Available data: Begin
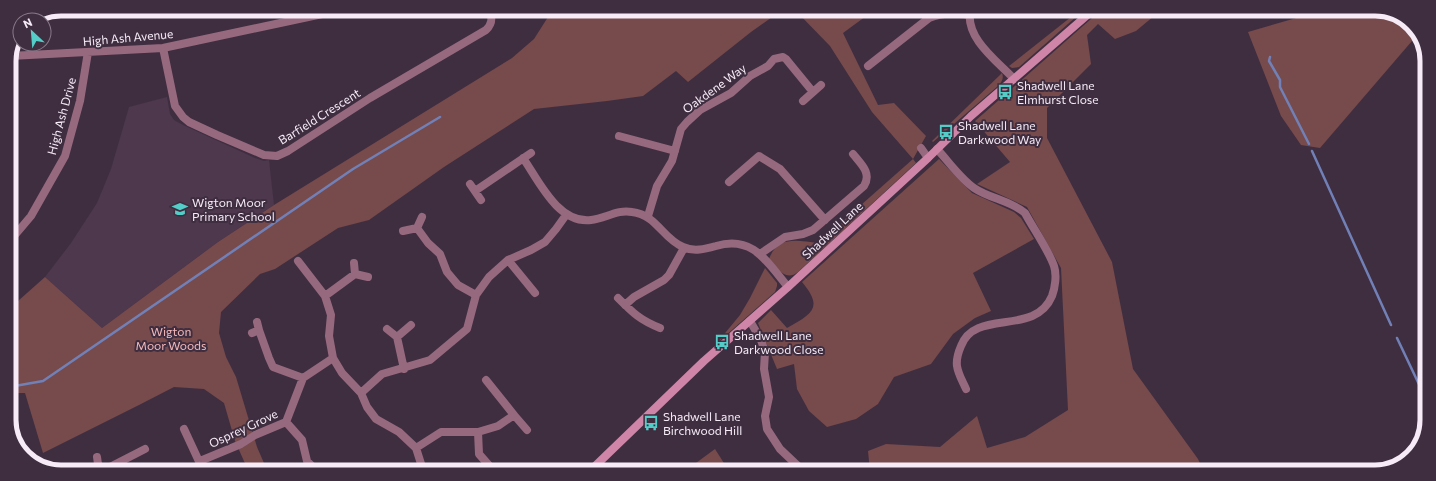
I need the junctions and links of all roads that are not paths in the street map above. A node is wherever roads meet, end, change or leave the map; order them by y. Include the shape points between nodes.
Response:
1 (313, 16) edge
2 (491, 16) edge
3 (935, 16) edge
4 (970, 16) edge
5 (1084, 16) edge
6 (163, 48) junction
7 (88, 52) junction
8 (17, 56) edge
9 (868, 66) dead end
10 (1014, 78) junction
11 (821, 85) dead end
12 (813, 92) junction
13 (803, 101) dead end
14 (619, 136) dead end
15 (921, 148) dead end
16 (937, 149) junction
17 (675, 151) junction
18 (531, 153) dead end
19 (853, 154) dead end
20 (524, 158) junction
21 (928, 158) junction
22 (729, 182) dead end
23 (470, 184) dead end
24 (475, 191) junction
25 (481, 200) dead end
26 (566, 214) junction
27 (648, 216) junction
28 (422, 217) dead end
29 (825, 220) junction
30 (417, 228) junction
31 (403, 232) dead end
32 (16, 234) edge
33 (684, 248) junction
34 (760, 254) junction
35 (508, 260) junction
36 (298, 262) dead end
37 (354, 263) dead end
38 (355, 274) junction
39 (368, 277) dead end
40 (788, 287) junction
41 (535, 293) dead end
42 (476, 295) junction
43 (325, 296) junction
44 (618, 298) dead end
45 (625, 305) junction
46 (750, 321) junction
47 (411, 325) dead end
48 (256, 328) dead end
49 (660, 328) dead end
50 (387, 329) dead end
51 (397, 337) junction
52 (333, 358) junction
53 (404, 369) junction
54 (302, 378) junction
55 (486, 380) dead end
56 (966, 389) dead end
57 (362, 393) junction
58 (514, 415) junction
59 (286, 422) junction
60 (184, 429) dead end
61 (527, 430) dead end
62 (478, 432) junction
63 (416, 448) junction
64 (145, 449) dead end
65 (97, 457) dead end
66 (200, 461) junction
67 (99, 465) edge
68 (114, 465) edge
69 (201, 465) edge
70 (310, 465) edge
71 (421, 465) edge
72 (489, 465) edge
73 (603, 465) edge
74 (797, 465) edge

1 - 6 street, High Ash Avenue
2 - 6 street, Barfield Crescent via 491,23 486,30 277,156 264,155 183,117 175,106
3 - 9 street
4 - 10 street via 972,30 977,41
5 - 10 street, Shadwell Lane
6 - 7 street, High Ash Avenue
7 - 8 street, High Ash Avenue
7 - 32 street, High Ash Drive via 80,101 65,156 31,216
10 - 16 street, Shadwell Lane
11 - 12 street
12 - 13 street
12 - 17 street, Oakdene Way via 786,59 779,57 750,76 731,93 700,110 690,119 681,129
14 - 17 street
15 - 21 street
16 - 21 street, Shadwell Lane
16 - 56 street via 975,188 1025,213 1055,267 1054,292 1042,311 1016,321 978,328 962,342 957,354 957,367
17 - 27 street, Oakdene Way via 657,186
18 - 20 street
19 - 29 street via 867,173 866,182
20 - 24 street
20 - 26 street via 550,198
21 - 40 street, Shadwell Lane
22 - 29 street via 759,156 780,169
23 - 24 street
24 - 25 street
26 - 27 street via 579,220 590,220 622,211
26 - 35 street via 545,242
27 - 33 street via 673,241
28 - 30 street
29 - 34 street via 813,230 785,237
30 - 31 street
30 - 42 street via 440,254 447,272 458,285
33 - 34 street via 700,250 737,243 755,249
33 - 45 street via 664,280
34 - 40 street
35 - 41 street
35 - 42 street via 489,276
36 - 43 street
37 - 38 street
38 - 39 street
38 - 43 street
40 - 46 street, Shadwell Lane
42 - 53 street via 466,329 430,360
43 - 52 street via 331,316 329,336
44 - 45 street
45 - 49 street via 638,317
46 - 73 street, Shadwell Lane via 704,361
46 - 74 street via 765,352 764,368 769,397 765,416 767,429 780,449
47 - 51 street
48 - 54 street via 273,367
50 - 51 street
51 - 53 street
52 - 54 street
52 - 57 street via 342,373
53 - 57 street via 382,374
54 - 59 street, Osprey Grove
55 - 58 street
57 - 63 street via 367,407 376,419 399,432
58 - 61 street
58 - 62 street via 498,426
59 - 66 street, Osprey Grove
59 - 70 street via 302,440 307,461
60 - 66 street
62 - 63 street via 441,432
62 - 72 street via 479,454
63 - 71 street
64 - 68 street
65 - 67 street
66 - 69 street

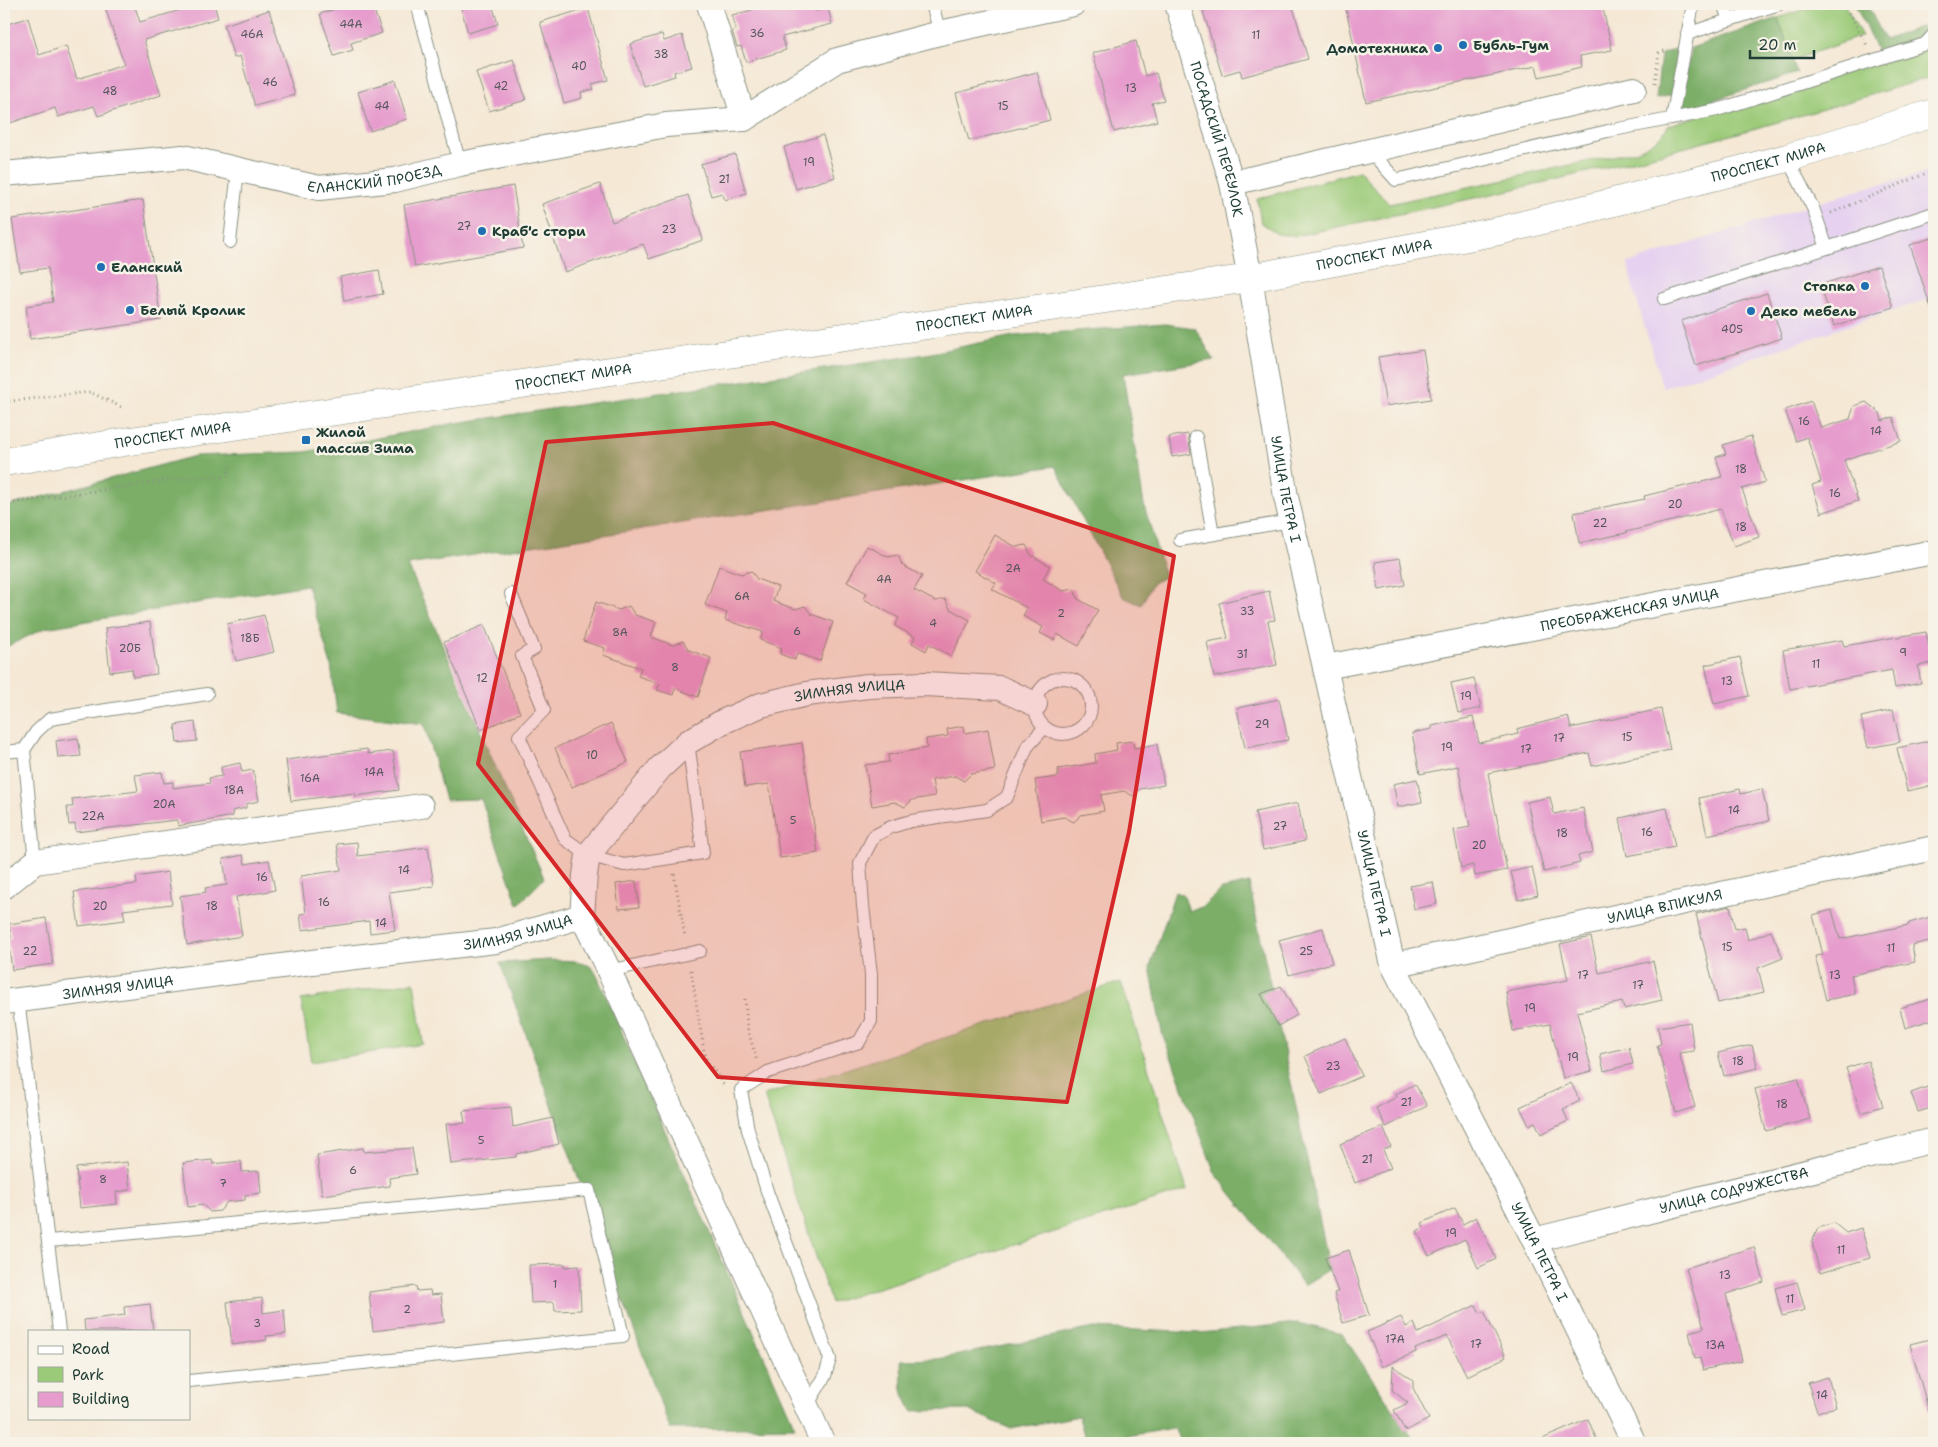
Available data: End
Check each line of the listing above, and copy it if it contains the word "Avenue".

1 - 6 street, High Ash Avenue
6 - 7 street, High Ash Avenue
7 - 8 street, High Ash Avenue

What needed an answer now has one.